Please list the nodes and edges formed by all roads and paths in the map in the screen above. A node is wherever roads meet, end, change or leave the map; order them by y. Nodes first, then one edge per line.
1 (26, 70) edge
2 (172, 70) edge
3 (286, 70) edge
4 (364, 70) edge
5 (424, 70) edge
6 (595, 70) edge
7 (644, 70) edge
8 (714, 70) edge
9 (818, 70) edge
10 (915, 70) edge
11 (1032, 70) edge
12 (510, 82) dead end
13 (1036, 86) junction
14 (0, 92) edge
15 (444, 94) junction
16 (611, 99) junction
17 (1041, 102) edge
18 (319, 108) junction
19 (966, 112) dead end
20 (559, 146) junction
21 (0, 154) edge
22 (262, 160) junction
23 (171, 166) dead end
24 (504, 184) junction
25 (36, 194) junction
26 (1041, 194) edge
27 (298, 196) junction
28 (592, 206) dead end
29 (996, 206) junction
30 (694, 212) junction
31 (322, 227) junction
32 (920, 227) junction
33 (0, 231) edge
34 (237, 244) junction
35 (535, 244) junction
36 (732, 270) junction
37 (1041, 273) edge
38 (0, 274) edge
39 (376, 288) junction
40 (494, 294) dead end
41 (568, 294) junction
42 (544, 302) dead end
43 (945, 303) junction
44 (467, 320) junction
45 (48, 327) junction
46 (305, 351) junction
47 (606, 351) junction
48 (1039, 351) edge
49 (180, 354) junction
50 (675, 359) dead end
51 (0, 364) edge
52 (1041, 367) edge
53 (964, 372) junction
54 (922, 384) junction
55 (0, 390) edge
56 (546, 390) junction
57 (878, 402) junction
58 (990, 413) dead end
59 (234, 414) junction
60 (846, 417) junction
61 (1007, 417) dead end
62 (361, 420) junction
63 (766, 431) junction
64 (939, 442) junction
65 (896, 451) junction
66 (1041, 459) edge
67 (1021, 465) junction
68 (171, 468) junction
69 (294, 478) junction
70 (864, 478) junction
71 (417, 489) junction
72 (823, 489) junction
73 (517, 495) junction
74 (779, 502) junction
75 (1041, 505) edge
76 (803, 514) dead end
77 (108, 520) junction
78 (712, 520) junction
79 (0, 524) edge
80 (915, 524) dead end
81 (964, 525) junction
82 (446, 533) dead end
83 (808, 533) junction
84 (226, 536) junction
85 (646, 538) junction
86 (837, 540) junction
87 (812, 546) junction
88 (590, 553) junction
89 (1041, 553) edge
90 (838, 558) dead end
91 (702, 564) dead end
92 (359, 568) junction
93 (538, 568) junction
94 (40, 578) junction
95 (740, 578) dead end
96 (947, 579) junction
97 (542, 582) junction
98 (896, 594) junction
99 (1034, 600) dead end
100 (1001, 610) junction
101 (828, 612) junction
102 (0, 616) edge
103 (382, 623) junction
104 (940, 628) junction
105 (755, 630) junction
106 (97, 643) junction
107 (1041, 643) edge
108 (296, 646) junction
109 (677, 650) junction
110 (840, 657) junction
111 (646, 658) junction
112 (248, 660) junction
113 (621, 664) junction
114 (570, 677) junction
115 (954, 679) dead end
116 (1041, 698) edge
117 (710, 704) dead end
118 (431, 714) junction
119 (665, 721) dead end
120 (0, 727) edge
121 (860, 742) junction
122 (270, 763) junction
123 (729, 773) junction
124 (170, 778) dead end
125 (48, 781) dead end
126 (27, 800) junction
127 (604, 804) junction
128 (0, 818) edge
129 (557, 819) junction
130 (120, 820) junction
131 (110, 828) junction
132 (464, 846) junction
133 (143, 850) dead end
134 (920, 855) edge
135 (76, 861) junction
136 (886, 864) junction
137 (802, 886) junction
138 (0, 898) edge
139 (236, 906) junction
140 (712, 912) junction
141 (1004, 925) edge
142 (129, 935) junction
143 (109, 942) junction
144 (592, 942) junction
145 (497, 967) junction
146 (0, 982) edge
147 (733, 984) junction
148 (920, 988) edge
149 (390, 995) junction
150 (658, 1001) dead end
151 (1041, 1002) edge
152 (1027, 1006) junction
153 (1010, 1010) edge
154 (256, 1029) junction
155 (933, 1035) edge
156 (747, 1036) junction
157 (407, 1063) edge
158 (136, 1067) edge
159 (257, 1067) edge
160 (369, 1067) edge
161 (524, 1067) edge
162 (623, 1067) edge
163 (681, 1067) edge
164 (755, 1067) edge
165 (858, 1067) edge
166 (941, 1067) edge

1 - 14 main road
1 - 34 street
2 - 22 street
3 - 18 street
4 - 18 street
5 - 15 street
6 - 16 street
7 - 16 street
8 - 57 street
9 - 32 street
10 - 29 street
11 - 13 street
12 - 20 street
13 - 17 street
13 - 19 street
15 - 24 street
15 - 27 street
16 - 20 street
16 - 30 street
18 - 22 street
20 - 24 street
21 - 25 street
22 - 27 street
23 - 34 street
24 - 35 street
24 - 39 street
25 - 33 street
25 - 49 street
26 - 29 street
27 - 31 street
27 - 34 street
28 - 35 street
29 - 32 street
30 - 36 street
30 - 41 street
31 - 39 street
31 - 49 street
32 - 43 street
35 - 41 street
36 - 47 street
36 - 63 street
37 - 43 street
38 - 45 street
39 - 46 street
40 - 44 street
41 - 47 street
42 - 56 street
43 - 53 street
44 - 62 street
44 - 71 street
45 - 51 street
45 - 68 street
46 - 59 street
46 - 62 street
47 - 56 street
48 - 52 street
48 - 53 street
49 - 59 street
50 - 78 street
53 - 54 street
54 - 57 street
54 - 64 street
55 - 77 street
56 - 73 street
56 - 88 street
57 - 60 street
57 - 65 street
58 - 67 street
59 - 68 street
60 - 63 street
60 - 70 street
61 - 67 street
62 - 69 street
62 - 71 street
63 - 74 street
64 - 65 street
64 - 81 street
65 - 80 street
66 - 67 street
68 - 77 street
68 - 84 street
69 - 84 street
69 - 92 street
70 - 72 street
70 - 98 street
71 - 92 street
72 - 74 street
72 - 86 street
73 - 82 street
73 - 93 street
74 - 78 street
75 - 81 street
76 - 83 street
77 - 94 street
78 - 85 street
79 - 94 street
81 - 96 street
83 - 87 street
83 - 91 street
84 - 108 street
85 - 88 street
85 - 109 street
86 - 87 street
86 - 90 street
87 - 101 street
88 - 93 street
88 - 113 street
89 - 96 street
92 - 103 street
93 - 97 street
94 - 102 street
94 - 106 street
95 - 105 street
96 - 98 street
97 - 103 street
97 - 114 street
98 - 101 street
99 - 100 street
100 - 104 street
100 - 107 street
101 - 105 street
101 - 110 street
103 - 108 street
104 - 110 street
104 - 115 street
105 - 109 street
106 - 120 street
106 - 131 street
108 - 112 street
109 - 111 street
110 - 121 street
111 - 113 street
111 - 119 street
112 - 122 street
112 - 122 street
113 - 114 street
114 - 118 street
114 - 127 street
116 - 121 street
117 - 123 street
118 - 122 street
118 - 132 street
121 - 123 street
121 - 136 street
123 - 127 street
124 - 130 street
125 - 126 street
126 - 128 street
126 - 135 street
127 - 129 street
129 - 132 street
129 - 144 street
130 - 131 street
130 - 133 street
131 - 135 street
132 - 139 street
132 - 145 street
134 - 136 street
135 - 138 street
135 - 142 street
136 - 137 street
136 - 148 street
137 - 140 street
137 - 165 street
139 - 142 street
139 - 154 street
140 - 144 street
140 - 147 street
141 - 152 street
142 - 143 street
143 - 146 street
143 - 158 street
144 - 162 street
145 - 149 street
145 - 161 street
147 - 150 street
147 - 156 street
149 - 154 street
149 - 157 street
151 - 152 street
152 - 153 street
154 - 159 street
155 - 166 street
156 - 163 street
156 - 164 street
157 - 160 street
━━━
» EXERCISE BRIEF
Type out the full listing again, exactly as given.

» ANSWER TO THIS EXERCISE
Please list the nodes and edges formed by all roads and paths in the map in the screen above. A node is wherever roads meet, end, change or leave the map; order them by y. Nodes first, then one edge per line.
1 (26, 70) edge
2 (172, 70) edge
3 (286, 70) edge
4 (364, 70) edge
5 (424, 70) edge
6 (595, 70) edge
7 (644, 70) edge
8 (714, 70) edge
9 (818, 70) edge
10 (915, 70) edge
11 (1032, 70) edge
12 (510, 82) dead end
13 (1036, 86) junction
14 (0, 92) edge
15 (444, 94) junction
16 (611, 99) junction
17 (1041, 102) edge
18 (319, 108) junction
19 (966, 112) dead end
20 (559, 146) junction
21 (0, 154) edge
22 (262, 160) junction
23 (171, 166) dead end
24 (504, 184) junction
25 (36, 194) junction
26 (1041, 194) edge
27 (298, 196) junction
28 (592, 206) dead end
29 (996, 206) junction
30 (694, 212) junction
31 (322, 227) junction
32 (920, 227) junction
33 (0, 231) edge
34 (237, 244) junction
35 (535, 244) junction
36 (732, 270) junction
37 (1041, 273) edge
38 (0, 274) edge
39 (376, 288) junction
40 (494, 294) dead end
41 (568, 294) junction
42 (544, 302) dead end
43 (945, 303) junction
44 (467, 320) junction
45 (48, 327) junction
46 (305, 351) junction
47 (606, 351) junction
48 (1039, 351) edge
49 (180, 354) junction
50 (675, 359) dead end
51 (0, 364) edge
52 (1041, 367) edge
53 (964, 372) junction
54 (922, 384) junction
55 (0, 390) edge
56 (546, 390) junction
57 (878, 402) junction
58 (990, 413) dead end
59 (234, 414) junction
60 (846, 417) junction
61 (1007, 417) dead end
62 (361, 420) junction
63 (766, 431) junction
64 (939, 442) junction
65 (896, 451) junction
66 (1041, 459) edge
67 (1021, 465) junction
68 (171, 468) junction
69 (294, 478) junction
70 (864, 478) junction
71 (417, 489) junction
72 (823, 489) junction
73 (517, 495) junction
74 (779, 502) junction
75 (1041, 505) edge
76 (803, 514) dead end
77 (108, 520) junction
78 (712, 520) junction
79 (0, 524) edge
80 (915, 524) dead end
81 (964, 525) junction
82 (446, 533) dead end
83 (808, 533) junction
84 (226, 536) junction
85 (646, 538) junction
86 (837, 540) junction
87 (812, 546) junction
88 (590, 553) junction
89 (1041, 553) edge
90 (838, 558) dead end
91 (702, 564) dead end
92 (359, 568) junction
93 (538, 568) junction
94 (40, 578) junction
95 (740, 578) dead end
96 (947, 579) junction
97 (542, 582) junction
98 (896, 594) junction
99 (1034, 600) dead end
100 (1001, 610) junction
101 (828, 612) junction
102 (0, 616) edge
103 (382, 623) junction
104 (940, 628) junction
105 (755, 630) junction
106 (97, 643) junction
107 (1041, 643) edge
108 (296, 646) junction
109 (677, 650) junction
110 (840, 657) junction
111 (646, 658) junction
112 (248, 660) junction
113 (621, 664) junction
114 (570, 677) junction
115 (954, 679) dead end
116 (1041, 698) edge
117 (710, 704) dead end
118 (431, 714) junction
119 (665, 721) dead end
120 (0, 727) edge
121 (860, 742) junction
122 (270, 763) junction
123 (729, 773) junction
124 (170, 778) dead end
125 (48, 781) dead end
126 (27, 800) junction
127 (604, 804) junction
128 (0, 818) edge
129 (557, 819) junction
130 (120, 820) junction
131 (110, 828) junction
132 (464, 846) junction
133 (143, 850) dead end
134 (920, 855) edge
135 (76, 861) junction
136 (886, 864) junction
137 (802, 886) junction
138 (0, 898) edge
139 (236, 906) junction
140 (712, 912) junction
141 (1004, 925) edge
142 (129, 935) junction
143 (109, 942) junction
144 (592, 942) junction
145 (497, 967) junction
146 (0, 982) edge
147 (733, 984) junction
148 (920, 988) edge
149 (390, 995) junction
150 (658, 1001) dead end
151 (1041, 1002) edge
152 (1027, 1006) junction
153 (1010, 1010) edge
154 (256, 1029) junction
155 (933, 1035) edge
156 (747, 1036) junction
157 (407, 1063) edge
158 (136, 1067) edge
159 (257, 1067) edge
160 (369, 1067) edge
161 (524, 1067) edge
162 (623, 1067) edge
163 (681, 1067) edge
164 (755, 1067) edge
165 (858, 1067) edge
166 (941, 1067) edge

1 - 14 main road
1 - 34 street
2 - 22 street
3 - 18 street
4 - 18 street
5 - 15 street
6 - 16 street
7 - 16 street
8 - 57 street
9 - 32 street
10 - 29 street
11 - 13 street
12 - 20 street
13 - 17 street
13 - 19 street
15 - 24 street
15 - 27 street
16 - 20 street
16 - 30 street
18 - 22 street
20 - 24 street
21 - 25 street
22 - 27 street
23 - 34 street
24 - 35 street
24 - 39 street
25 - 33 street
25 - 49 street
26 - 29 street
27 - 31 street
27 - 34 street
28 - 35 street
29 - 32 street
30 - 36 street
30 - 41 street
31 - 39 street
31 - 49 street
32 - 43 street
35 - 41 street
36 - 47 street
36 - 63 street
37 - 43 street
38 - 45 street
39 - 46 street
40 - 44 street
41 - 47 street
42 - 56 street
43 - 53 street
44 - 62 street
44 - 71 street
45 - 51 street
45 - 68 street
46 - 59 street
46 - 62 street
47 - 56 street
48 - 52 street
48 - 53 street
49 - 59 street
50 - 78 street
53 - 54 street
54 - 57 street
54 - 64 street
55 - 77 street
56 - 73 street
56 - 88 street
57 - 60 street
57 - 65 street
58 - 67 street
59 - 68 street
60 - 63 street
60 - 70 street
61 - 67 street
62 - 69 street
62 - 71 street
63 - 74 street
64 - 65 street
64 - 81 street
65 - 80 street
66 - 67 street
68 - 77 street
68 - 84 street
69 - 84 street
69 - 92 street
70 - 72 street
70 - 98 street
71 - 92 street
72 - 74 street
72 - 86 street
73 - 82 street
73 - 93 street
74 - 78 street
75 - 81 street
76 - 83 street
77 - 94 street
78 - 85 street
79 - 94 street
81 - 96 street
83 - 87 street
83 - 91 street
84 - 108 street
85 - 88 street
85 - 109 street
86 - 87 street
86 - 90 street
87 - 101 street
88 - 93 street
88 - 113 street
89 - 96 street
92 - 103 street
93 - 97 street
94 - 102 street
94 - 106 street
95 - 105 street
96 - 98 street
97 - 103 street
97 - 114 street
98 - 101 street
99 - 100 street
100 - 104 street
100 - 107 street
101 - 105 street
101 - 110 street
103 - 108 street
104 - 110 street
104 - 115 street
105 - 109 street
106 - 120 street
106 - 131 street
108 - 112 street
109 - 111 street
110 - 121 street
111 - 113 street
111 - 119 street
112 - 122 street
112 - 122 street
113 - 114 street
114 - 118 street
114 - 127 street
116 - 121 street
117 - 123 street
118 - 122 street
118 - 132 street
121 - 123 street
121 - 136 street
123 - 127 street
124 - 130 street
125 - 126 street
126 - 128 street
126 - 135 street
127 - 129 street
129 - 132 street
129 - 144 street
130 - 131 street
130 - 133 street
131 - 135 street
132 - 139 street
132 - 145 street
134 - 136 street
135 - 138 street
135 - 142 street
136 - 137 street
136 - 148 street
137 - 140 street
137 - 165 street
139 - 142 street
139 - 154 street
140 - 144 street
140 - 147 street
141 - 152 street
142 - 143 street
143 - 146 street
143 - 158 street
144 - 162 street
145 - 149 street
145 - 161 street
147 - 150 street
147 - 156 street
149 - 154 street
149 - 157 street
151 - 152 street
152 - 153 street
154 - 159 street
155 - 166 street
156 - 163 street
156 - 164 street
157 - 160 street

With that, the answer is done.